If 0 <= x <= 1 and |M - C| < r, then it circle touches or intersects the line.

Likewise if |M-A| <= r or |M-B| <= r it also touches or intersects. In all other case it doesn't.

To get a realistic bouncing behaviour, the angle between (dx, dy) and (M-C) after the bounce has to be negative of what it was before the bounce.

There's a fair amount of arithmetic to do to get the final result.

You might save cycles by doing an initial check whether the bounding box around the ball intersects the bounding box around the line -- depending on the length of the line and its angle.

The other approach may be to avoid performing a calculation on every (dx, dy) step. In particular, if the ball is moving in a straight line (or any other path that you have a polynomial for), you can calculate where the centre will be if it meets the line, then after each step you can check if the centre has gone past that point (the bounding box (x, y, x+dx, y+dy) encloses the impact point). Until, of course, the ball changes direction.

Update: SDL_Collide appears to have been created as a result of this thread of discussion on gamedev.net.

Are you sure dx, dy aren't so big that the ball teleports right past the line?
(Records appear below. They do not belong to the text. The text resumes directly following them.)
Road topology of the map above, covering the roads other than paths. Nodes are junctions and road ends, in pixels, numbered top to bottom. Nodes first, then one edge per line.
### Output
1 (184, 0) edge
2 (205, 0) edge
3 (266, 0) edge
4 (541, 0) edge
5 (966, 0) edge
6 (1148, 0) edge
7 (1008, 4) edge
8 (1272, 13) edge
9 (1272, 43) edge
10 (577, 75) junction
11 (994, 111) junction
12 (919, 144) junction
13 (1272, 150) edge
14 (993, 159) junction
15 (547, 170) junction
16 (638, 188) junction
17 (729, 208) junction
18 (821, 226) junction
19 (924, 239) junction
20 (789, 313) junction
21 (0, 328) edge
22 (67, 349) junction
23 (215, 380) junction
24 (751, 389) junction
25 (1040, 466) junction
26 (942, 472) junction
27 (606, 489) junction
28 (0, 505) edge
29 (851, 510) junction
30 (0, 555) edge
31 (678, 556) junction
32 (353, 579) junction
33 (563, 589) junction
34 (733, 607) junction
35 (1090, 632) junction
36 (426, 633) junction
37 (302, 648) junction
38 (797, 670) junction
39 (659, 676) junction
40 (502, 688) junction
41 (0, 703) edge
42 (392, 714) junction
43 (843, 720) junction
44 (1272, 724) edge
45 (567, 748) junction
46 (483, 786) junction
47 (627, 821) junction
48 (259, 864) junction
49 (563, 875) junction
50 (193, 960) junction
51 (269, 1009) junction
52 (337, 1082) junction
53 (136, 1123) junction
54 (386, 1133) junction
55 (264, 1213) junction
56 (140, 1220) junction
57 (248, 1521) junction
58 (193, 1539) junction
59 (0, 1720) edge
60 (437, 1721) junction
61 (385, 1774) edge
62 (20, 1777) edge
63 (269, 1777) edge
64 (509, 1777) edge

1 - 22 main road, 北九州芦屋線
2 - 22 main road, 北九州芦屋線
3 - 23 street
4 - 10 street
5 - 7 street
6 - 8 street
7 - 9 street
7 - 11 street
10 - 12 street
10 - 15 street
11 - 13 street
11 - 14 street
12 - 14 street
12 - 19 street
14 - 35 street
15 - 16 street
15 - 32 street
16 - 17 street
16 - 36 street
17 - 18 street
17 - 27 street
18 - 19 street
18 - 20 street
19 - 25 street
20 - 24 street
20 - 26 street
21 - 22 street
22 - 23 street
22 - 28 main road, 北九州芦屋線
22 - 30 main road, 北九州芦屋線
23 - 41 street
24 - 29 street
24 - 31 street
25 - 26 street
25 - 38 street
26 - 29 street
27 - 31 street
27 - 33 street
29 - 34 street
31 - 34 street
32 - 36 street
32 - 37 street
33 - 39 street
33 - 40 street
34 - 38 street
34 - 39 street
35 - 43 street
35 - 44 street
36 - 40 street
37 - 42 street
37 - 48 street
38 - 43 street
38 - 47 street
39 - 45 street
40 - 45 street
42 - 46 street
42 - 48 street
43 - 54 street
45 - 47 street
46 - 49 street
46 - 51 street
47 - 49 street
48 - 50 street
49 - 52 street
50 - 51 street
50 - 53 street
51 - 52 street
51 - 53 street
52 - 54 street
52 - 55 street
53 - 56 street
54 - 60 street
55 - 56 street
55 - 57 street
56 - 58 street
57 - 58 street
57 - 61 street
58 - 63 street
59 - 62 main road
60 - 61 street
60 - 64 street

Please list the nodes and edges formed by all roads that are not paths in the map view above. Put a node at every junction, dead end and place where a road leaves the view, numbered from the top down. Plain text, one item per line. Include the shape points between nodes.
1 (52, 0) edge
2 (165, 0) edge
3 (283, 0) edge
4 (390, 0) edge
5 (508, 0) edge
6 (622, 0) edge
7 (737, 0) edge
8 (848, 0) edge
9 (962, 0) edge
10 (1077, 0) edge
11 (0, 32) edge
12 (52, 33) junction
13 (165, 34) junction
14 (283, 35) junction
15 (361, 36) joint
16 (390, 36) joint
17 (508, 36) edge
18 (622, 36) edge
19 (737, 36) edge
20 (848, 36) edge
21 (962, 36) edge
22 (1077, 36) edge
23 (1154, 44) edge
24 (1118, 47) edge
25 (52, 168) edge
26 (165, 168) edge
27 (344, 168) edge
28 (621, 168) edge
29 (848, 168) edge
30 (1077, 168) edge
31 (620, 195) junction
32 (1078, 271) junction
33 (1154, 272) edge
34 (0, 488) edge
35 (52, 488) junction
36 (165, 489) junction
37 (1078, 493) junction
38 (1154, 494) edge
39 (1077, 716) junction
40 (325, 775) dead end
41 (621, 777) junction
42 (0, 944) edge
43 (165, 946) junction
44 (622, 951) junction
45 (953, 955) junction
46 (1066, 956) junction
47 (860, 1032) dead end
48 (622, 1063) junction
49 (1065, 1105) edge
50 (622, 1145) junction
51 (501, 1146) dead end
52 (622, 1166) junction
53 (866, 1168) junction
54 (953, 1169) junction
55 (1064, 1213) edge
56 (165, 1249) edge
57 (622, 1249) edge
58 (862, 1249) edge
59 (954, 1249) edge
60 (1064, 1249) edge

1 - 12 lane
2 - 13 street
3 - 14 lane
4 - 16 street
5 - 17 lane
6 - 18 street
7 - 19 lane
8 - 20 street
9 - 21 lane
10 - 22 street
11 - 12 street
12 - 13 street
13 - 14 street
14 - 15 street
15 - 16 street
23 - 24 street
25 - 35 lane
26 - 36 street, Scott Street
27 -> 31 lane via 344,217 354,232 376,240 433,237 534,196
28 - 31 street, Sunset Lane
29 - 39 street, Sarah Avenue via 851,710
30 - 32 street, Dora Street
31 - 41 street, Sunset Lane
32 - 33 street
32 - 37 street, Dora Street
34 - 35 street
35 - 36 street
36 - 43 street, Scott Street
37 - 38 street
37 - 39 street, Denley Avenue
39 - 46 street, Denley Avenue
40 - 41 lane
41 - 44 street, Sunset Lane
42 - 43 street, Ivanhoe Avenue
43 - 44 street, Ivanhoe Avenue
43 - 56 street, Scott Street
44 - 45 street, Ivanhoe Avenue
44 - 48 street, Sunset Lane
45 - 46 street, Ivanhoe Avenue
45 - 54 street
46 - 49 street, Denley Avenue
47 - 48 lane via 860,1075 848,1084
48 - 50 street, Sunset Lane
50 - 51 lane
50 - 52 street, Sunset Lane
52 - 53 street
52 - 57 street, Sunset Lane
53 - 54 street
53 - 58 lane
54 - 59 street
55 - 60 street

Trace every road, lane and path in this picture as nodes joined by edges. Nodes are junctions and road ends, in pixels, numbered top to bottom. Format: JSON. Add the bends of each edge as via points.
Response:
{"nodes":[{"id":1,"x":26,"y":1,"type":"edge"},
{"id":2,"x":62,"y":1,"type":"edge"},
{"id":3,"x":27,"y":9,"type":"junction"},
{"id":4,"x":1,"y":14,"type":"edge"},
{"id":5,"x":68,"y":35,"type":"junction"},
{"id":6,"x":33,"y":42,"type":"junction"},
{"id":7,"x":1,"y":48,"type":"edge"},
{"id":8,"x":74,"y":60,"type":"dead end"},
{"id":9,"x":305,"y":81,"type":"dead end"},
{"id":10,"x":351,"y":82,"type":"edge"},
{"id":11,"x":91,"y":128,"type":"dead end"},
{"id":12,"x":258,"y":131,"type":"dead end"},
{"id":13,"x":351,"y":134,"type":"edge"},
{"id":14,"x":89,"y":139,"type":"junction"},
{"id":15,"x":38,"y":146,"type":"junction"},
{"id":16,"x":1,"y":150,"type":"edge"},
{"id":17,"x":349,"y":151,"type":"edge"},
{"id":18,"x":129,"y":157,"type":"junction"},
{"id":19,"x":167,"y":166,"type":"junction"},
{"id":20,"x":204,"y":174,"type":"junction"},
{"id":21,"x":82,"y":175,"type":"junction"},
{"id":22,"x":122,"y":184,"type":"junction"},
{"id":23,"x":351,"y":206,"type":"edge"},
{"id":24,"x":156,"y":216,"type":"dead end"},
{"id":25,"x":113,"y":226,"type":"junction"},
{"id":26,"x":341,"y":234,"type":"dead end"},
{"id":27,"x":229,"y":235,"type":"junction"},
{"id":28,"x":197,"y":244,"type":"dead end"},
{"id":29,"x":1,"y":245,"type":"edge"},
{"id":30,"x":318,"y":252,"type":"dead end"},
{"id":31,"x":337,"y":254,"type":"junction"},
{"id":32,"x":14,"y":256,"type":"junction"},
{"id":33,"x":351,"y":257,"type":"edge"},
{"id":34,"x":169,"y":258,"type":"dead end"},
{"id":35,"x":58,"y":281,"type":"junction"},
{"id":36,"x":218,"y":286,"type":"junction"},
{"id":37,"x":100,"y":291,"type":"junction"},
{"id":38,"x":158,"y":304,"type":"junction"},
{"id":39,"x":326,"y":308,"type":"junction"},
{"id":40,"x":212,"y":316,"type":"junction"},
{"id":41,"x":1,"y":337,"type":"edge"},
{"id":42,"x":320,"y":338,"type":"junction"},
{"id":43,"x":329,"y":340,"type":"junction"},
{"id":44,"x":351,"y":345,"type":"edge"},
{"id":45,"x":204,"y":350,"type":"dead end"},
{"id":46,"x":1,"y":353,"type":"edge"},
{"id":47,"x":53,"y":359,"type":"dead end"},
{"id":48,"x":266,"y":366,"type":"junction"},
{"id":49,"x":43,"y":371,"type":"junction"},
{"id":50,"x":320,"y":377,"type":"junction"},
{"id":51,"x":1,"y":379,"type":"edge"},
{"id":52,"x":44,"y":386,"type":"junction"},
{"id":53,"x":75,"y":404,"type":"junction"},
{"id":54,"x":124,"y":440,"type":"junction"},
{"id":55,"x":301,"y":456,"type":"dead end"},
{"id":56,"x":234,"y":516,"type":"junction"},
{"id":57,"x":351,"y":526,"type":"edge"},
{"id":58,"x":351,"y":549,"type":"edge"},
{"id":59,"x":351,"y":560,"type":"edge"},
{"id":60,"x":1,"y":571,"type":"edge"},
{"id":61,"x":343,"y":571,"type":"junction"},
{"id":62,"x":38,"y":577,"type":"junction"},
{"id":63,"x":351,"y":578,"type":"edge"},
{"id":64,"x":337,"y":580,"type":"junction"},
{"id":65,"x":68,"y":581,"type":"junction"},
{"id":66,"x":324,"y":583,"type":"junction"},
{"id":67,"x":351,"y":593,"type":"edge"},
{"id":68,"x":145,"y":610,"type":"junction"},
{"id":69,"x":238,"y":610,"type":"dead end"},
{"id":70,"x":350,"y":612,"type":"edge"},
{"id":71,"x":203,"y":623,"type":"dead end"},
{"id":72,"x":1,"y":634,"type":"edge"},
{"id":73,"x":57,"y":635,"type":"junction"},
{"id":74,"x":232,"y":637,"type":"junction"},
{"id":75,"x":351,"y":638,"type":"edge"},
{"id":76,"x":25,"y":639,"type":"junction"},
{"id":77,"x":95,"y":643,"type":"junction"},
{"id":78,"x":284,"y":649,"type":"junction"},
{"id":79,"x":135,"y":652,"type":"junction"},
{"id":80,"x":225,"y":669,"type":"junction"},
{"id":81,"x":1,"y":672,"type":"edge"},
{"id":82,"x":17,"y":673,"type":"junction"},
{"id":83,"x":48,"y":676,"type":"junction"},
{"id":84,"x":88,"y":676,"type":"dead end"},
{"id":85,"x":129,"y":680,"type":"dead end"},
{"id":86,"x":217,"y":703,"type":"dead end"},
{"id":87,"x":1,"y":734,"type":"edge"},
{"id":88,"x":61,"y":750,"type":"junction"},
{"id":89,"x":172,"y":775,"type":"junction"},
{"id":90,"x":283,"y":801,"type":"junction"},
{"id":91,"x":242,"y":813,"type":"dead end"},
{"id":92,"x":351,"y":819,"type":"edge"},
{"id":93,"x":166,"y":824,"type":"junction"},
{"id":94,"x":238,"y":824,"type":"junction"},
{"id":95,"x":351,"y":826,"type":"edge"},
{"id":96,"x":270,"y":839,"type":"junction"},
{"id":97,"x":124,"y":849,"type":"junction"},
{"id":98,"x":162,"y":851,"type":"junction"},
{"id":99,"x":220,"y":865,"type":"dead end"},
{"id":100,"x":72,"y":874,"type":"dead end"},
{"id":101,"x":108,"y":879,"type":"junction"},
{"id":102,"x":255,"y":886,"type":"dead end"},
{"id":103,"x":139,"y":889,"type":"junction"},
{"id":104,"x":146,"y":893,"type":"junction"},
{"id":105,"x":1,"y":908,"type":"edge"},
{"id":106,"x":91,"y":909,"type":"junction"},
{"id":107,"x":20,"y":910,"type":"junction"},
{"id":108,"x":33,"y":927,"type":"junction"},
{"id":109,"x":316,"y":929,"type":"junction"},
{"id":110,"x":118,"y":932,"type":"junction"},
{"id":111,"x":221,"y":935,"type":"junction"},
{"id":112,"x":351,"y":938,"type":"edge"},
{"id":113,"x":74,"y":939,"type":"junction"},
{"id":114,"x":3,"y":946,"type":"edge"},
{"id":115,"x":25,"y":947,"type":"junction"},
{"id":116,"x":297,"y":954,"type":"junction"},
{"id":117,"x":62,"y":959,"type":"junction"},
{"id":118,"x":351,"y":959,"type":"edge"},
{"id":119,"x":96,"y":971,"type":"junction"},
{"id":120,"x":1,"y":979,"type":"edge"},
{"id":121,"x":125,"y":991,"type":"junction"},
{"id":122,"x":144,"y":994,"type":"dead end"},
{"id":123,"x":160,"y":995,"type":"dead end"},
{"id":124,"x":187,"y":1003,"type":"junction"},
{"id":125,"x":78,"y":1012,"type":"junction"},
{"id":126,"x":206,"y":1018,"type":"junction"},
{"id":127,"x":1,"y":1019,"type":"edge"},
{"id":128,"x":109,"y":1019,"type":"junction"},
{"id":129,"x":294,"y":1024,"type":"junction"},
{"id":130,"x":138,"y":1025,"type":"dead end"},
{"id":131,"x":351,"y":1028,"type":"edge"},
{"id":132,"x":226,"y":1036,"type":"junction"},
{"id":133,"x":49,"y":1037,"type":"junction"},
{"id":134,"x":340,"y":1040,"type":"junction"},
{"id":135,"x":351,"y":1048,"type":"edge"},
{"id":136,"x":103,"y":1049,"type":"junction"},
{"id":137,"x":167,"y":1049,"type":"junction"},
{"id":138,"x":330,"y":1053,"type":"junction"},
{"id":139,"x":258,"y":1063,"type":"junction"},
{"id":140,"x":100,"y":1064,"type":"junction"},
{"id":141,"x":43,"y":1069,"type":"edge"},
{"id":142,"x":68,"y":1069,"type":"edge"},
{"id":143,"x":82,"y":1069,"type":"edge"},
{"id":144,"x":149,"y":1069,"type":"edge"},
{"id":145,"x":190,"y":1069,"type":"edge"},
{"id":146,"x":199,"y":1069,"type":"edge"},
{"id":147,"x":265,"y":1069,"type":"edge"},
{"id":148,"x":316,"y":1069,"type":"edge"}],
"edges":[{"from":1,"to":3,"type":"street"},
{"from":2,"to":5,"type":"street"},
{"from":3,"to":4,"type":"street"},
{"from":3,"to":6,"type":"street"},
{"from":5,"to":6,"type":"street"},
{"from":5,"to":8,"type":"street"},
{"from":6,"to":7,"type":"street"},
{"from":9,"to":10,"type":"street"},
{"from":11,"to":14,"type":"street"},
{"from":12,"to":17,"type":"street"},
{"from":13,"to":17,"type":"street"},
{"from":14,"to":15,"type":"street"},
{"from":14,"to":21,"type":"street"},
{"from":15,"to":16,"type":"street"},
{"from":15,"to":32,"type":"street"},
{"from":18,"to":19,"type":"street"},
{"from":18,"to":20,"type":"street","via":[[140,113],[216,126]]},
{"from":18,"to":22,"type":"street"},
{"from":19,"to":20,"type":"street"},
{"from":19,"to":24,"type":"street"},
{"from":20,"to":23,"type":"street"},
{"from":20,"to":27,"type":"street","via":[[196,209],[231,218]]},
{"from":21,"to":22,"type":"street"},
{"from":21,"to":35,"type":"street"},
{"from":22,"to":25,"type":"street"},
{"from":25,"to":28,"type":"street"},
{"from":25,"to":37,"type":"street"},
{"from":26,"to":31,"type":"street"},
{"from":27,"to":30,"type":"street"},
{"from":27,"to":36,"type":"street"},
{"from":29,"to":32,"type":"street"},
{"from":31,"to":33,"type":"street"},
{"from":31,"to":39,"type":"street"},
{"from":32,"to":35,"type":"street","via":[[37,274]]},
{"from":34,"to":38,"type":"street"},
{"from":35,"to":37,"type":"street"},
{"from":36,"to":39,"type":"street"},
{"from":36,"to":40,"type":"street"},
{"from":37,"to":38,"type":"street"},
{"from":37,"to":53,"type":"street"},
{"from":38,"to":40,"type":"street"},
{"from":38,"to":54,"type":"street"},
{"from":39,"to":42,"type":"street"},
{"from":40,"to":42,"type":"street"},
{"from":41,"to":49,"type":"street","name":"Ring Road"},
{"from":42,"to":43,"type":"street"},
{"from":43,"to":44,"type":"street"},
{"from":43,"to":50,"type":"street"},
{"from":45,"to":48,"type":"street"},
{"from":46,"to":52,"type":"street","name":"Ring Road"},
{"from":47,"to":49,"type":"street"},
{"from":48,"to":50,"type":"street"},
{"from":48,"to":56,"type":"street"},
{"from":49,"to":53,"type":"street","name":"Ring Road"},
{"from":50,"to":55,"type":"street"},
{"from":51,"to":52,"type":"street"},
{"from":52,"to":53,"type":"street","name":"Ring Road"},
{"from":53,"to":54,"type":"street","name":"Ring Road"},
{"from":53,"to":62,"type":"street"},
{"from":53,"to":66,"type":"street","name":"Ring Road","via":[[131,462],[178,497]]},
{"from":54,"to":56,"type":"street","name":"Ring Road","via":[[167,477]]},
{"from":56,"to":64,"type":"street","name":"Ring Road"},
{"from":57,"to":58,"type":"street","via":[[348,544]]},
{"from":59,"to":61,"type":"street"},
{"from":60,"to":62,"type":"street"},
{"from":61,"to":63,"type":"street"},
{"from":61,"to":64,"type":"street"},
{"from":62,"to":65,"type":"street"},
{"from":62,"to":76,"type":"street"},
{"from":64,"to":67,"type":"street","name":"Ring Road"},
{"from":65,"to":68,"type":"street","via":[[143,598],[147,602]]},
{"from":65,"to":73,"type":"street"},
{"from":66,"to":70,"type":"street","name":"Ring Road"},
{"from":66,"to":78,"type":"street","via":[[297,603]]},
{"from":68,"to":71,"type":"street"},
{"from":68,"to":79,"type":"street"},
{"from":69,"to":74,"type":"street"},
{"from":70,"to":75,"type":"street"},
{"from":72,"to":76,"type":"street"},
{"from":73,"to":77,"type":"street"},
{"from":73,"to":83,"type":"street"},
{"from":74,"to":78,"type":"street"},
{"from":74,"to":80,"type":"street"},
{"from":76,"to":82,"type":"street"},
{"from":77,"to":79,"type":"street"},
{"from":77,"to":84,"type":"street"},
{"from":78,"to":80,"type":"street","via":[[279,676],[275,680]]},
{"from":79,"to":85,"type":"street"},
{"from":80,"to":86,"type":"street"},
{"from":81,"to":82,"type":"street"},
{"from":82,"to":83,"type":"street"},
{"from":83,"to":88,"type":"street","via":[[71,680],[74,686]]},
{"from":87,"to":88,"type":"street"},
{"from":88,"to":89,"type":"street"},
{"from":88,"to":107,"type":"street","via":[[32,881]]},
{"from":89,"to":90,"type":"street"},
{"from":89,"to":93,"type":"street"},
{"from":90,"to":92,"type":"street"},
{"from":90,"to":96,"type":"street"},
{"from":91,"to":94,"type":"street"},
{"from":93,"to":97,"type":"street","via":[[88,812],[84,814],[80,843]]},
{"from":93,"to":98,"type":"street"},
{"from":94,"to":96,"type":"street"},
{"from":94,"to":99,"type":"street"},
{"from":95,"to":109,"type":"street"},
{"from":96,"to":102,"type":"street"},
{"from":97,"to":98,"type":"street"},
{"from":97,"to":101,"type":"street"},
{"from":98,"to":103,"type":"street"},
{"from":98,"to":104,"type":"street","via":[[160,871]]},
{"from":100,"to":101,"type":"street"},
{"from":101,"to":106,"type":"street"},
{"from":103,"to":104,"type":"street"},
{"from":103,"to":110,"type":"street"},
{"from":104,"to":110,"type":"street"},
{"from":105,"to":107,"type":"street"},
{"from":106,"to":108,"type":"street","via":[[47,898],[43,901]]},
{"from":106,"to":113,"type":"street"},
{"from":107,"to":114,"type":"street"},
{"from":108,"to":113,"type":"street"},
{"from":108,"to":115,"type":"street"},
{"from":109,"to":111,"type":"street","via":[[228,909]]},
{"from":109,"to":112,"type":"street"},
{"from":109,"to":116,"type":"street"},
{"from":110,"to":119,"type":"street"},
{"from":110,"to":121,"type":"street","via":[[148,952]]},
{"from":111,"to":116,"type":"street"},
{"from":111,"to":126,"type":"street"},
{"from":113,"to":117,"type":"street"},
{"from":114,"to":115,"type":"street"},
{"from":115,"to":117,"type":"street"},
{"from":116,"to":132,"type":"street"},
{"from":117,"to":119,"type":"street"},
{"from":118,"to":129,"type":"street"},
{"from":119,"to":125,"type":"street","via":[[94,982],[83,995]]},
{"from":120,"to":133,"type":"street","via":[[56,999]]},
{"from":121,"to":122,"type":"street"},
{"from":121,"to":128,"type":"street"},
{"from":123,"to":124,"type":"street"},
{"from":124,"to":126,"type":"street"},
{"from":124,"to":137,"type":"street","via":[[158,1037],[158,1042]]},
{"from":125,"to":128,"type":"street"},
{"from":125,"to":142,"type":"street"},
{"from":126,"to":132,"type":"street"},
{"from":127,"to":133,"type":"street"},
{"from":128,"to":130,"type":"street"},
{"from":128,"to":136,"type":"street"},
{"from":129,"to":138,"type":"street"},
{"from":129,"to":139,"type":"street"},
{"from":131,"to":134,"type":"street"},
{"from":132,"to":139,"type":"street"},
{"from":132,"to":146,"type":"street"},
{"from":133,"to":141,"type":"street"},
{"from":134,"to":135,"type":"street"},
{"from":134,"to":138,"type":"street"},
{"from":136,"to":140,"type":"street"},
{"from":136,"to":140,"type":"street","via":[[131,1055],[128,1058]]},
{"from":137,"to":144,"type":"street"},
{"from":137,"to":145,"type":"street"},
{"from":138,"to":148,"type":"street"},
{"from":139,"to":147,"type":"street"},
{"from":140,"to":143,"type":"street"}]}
It may be that all the ball needs to do is quantum tunnel far enough that the center of the ball is on the other side of the line? Maybe you could post a little code showing your calculation and indicate the range dx, dy are likely to take?

To prevent such cases, I have generally taken the *previous* position value when deciding. "They're touching now, and it came from thataway."

So in fact you need to perform a complicated area intersection with the area traced out by the moving object and the boundary line unless you can guarantee that the object won't move twice it's "diameter" or more in a single update.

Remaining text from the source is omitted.